Heard In The Hallways – Day 3
Q: What tools or strategies would help you most in your business?
In the world we live in, we have to get better at the use of technology. That’s a given for those in Generation X and especially the millennials. If I call my son, maybe he’ll answer. If I text him, I get an instant response. So we have to do a better job at defining how people wish to be communicated with and how they respond to communication.
In addition to that, we live in a changing world. So products and circumstances and the use of old products in different ways are critical. When you’re green, you’re growing. When you’re ripe, you’re rotting. So you have to continue to improve regardless of what you think you know.

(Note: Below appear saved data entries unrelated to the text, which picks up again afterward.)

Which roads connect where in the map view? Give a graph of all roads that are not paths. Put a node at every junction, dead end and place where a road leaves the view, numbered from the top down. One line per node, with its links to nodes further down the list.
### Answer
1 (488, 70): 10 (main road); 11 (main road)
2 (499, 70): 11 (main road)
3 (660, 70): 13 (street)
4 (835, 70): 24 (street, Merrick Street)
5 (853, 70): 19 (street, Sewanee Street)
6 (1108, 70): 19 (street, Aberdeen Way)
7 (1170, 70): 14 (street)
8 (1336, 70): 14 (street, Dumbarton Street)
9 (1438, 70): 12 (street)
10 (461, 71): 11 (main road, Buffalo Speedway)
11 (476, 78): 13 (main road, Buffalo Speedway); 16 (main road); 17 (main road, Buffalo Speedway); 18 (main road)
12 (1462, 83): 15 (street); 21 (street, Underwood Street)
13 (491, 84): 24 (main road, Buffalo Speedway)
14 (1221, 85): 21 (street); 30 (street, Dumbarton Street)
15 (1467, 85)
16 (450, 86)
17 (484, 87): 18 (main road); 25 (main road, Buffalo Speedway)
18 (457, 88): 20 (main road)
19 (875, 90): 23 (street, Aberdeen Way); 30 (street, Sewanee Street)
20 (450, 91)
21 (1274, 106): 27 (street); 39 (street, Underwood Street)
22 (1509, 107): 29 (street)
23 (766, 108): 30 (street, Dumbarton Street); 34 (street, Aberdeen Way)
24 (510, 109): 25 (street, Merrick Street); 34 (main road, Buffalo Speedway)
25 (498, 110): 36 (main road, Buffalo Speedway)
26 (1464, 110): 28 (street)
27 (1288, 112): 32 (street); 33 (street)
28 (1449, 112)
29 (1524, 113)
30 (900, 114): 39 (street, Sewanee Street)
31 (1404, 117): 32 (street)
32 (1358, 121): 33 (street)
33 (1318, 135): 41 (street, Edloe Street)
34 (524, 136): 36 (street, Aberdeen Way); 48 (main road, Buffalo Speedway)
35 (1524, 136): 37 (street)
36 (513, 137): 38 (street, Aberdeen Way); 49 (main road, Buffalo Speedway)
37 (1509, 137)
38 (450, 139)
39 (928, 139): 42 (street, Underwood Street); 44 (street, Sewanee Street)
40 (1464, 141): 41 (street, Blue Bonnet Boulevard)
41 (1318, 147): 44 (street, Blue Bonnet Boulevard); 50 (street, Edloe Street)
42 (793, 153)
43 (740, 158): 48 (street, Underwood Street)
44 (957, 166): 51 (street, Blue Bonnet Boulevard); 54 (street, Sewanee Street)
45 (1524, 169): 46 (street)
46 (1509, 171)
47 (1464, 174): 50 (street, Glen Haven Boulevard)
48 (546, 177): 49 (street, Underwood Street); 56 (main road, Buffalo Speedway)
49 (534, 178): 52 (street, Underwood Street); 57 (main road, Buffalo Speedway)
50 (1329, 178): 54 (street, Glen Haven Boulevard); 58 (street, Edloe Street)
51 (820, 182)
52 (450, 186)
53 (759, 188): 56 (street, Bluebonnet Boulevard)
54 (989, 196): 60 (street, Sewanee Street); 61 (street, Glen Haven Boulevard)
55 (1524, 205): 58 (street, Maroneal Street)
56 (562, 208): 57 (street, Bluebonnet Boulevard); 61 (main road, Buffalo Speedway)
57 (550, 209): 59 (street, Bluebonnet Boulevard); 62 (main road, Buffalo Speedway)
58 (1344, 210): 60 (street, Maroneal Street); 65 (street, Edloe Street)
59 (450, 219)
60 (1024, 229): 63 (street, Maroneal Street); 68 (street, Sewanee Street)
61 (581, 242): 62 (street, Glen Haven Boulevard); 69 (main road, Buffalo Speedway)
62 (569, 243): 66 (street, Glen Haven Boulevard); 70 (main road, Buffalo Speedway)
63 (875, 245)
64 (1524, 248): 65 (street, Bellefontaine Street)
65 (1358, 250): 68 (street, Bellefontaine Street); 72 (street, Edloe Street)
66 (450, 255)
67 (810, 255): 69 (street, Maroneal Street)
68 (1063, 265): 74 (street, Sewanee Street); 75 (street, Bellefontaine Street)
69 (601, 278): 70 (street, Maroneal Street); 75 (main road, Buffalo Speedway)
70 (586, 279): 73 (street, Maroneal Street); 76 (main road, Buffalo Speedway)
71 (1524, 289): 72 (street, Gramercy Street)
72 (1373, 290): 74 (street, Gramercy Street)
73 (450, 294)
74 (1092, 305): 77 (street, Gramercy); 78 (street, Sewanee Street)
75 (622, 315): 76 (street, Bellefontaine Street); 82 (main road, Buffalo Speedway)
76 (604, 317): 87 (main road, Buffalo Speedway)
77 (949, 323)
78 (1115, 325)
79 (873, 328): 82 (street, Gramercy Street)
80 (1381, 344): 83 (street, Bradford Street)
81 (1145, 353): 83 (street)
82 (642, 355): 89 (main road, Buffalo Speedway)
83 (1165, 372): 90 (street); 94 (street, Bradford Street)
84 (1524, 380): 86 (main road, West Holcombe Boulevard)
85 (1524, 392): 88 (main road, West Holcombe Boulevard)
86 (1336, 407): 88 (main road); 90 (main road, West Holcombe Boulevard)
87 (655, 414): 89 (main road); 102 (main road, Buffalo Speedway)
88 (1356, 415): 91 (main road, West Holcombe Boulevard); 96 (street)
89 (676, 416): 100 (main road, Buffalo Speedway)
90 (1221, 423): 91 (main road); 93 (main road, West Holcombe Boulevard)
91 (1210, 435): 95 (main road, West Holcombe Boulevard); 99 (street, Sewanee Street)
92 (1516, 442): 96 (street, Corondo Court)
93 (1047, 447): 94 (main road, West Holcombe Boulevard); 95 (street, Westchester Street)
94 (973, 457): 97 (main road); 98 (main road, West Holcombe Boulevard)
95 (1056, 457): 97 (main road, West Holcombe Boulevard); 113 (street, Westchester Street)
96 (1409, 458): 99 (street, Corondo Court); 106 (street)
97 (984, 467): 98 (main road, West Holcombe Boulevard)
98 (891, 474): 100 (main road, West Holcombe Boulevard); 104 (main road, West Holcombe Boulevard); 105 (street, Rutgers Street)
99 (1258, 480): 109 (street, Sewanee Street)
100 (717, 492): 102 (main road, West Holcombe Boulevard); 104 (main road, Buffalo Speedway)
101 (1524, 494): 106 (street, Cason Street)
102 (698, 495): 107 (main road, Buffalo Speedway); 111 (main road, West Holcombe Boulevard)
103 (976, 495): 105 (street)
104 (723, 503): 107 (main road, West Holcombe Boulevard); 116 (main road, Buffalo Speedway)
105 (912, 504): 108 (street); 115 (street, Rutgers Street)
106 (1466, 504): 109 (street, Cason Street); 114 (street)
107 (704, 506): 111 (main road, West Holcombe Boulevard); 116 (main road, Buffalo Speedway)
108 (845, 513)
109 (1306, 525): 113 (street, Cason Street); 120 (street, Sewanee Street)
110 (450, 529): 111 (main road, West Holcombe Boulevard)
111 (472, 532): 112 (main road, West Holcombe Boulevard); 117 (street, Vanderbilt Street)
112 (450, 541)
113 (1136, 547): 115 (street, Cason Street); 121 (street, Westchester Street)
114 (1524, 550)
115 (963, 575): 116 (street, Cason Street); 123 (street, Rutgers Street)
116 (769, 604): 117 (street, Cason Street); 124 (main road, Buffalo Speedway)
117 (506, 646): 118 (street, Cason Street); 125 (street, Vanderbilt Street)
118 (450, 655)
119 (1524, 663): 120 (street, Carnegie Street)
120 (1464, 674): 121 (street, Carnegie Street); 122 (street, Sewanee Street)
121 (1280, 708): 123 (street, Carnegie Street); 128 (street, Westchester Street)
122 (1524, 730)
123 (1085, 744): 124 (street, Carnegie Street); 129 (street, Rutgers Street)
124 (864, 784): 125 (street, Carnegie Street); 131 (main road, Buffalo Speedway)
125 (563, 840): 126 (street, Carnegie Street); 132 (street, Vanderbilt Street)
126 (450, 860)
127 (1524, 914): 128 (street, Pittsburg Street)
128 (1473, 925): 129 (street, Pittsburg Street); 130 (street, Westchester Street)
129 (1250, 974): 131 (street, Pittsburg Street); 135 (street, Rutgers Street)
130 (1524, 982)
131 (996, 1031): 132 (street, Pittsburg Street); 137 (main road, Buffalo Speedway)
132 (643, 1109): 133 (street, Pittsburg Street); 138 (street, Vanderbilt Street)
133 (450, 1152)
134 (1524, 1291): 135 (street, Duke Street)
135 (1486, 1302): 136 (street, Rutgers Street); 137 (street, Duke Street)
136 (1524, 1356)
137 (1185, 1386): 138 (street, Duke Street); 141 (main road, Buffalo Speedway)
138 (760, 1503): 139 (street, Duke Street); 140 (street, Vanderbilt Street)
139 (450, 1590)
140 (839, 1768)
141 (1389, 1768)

- John W. Wheeler Jr., executive vice president, Water Tower Financial Partners, Chicago
The answer to that question starts with: Where are you in the business? When I was young, I just needed to know what to do – how to find people, how to talk to them. What happens after you’ve been in the business maybe 10 years or so is that your clients start running you. You’re following their needs. You’re learning the things that your client base wants from you. So when I started out, my clients were typically like me: they were young families starting out, they were having children, they needed life insurance. Then they started needing pension plans and individual retirement accounts and those sorts of things. I’m at a point in my career now – I’m 67 –where a lot of my clients have businesses but they’re looking to go into Medicare or they are thinking, ‘What am I going to do with my business?’ So what I need is learning the skills to keep up with this client base.
- Gene Burkett, InsuranceLink, Felton, Calif.
I’m a former athlete, so the way that I look at my business is the way you would look at sport. So there are those who are in New York Life, a bigger insurance group, so they are more like a basketball team or a football team where you have multiple players, multiple classes of information where you can get help. You can talk to someone in the next cubicle, down the hall or the next floor or whatever. So those individuals are getting help in furthering their career and their place in the industry by being coached and managed by those systems. But for me, being more independent, I’m kind of like a tennis player, a one-man show trying to win the match. But if you notice that the tennis player has a nutrition coach, a conditional coach, a hitting coach. They have all those coaches who need to be in place that come and evaluate and talk to them and strategize with them. That’s kind of what I would say somebody like myself, an independent, needs is to develop or have a company or something like an advisement team in place.
- Ricardo E. Mediano, field agent, Agency Department, Knights of Columbus, Downers Grove, Ill.